Kenan mengangkat telepon nya yang berdering, setelah beberapa kali Kenan abaikan.


"Kenapa Bang Baron?" tanya Kenan begitu mengangkat sambungan teleponnya.


"Apa Nona sedih? Saya takut mood nya berubah setelah saya minta Nona untuk makan siang dirumah besok."


"Sedikit, sekarang tidak lagi."


"Saya harus bagaimana ya? saya pikir kalau ada Deni bisa dengan mudah mengajak Nona ke rumah agar bisa mengenal Mita."


"Bersabarlah, semua butuh proses. Ijinkan Nona menginap disini malam ini, semoga besok bisa saya drop di rumah Bang Baron."

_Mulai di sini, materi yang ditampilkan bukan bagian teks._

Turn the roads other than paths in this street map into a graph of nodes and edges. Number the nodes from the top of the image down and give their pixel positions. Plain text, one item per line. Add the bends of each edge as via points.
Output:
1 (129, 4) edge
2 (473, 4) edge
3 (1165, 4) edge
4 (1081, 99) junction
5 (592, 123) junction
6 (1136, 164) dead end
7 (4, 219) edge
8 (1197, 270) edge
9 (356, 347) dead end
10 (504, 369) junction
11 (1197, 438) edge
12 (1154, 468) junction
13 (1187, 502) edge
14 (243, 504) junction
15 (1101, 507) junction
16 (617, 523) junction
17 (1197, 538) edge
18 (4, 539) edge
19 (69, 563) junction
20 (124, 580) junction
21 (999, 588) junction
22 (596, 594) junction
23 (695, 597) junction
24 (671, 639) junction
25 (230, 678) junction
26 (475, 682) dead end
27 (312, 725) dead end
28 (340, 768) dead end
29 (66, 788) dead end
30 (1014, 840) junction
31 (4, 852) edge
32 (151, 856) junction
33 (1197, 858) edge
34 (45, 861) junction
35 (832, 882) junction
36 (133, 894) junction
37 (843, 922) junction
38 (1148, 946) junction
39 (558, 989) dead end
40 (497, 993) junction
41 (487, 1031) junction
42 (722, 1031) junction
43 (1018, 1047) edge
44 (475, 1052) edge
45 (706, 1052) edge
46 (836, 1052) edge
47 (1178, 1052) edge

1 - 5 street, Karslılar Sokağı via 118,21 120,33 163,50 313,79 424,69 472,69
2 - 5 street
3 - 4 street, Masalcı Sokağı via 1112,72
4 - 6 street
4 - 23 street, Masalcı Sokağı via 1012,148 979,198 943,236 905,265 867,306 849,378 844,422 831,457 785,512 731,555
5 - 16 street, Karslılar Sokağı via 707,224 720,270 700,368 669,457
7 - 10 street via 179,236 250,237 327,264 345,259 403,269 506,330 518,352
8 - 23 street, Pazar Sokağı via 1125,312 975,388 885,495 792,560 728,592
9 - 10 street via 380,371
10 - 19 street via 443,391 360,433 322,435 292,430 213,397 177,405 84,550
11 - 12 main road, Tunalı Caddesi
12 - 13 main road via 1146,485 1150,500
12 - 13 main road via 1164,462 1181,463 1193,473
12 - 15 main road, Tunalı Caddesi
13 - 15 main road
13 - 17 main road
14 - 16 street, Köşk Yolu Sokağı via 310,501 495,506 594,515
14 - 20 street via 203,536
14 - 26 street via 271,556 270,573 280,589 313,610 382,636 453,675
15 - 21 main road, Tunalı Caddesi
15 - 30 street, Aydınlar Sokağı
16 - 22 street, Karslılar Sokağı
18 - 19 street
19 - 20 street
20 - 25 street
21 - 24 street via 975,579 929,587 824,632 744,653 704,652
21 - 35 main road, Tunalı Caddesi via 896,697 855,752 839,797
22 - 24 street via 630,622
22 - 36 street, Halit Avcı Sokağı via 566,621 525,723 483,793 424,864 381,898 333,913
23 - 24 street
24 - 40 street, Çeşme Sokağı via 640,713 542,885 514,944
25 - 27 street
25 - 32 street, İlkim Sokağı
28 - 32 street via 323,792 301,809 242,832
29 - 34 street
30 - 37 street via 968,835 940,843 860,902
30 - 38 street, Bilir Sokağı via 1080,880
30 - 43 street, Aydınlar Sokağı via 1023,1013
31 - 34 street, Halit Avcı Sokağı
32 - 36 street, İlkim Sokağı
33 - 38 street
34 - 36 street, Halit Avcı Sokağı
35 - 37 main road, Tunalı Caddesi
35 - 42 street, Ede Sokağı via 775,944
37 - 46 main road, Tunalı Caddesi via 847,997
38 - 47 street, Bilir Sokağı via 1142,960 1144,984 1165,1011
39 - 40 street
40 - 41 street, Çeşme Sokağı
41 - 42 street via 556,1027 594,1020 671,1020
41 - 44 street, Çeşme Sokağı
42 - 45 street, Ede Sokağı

"Betul ya, kamu ikut saja sekalian, mungkin Nona lebih nyaman."


"Lihat besok ya, saya mau berlama-lama dengan Nanta."


"Ajak saja Nanta, Raymond semuanya siapapun Anggota keluargamu, yang penting Nona bisa berkenalan dengan Mita." bujuk Baron penuh harap.


"Nanti saya tanya Nanta dan Raymond dulu. Siapkan hadiah untuk kami kalau berhasil ya."


"Kamu akan saya jadikan suami Nona, Nanta akan mendapatkan Ibu sambung yang asik, Raymond akan terbebas Dari jeratan kamu." jawab Baron membuat Kenan terbatuk.


"Kalau bicara pakai mikir dong, jangan asal jeplak." dengus Kenan


"Saya serius, Ken."


" lebih baik kamu restui Nona dengan Samuel. Mereka cocok, kenapa harus saya yang sudah tua. Mikirlah jangan asal mau bebas dari beban saja." Omel Kenan pada Baron.


"Ck.. Saya lebih tahu Nona Dari pada kamu Ken. Ya sudah saya tunggu besok." Kenan menutup sambungan teleponnya dan menghela nafas panjang. Tidak mengerti apa yang ada di otak Baron saat ini.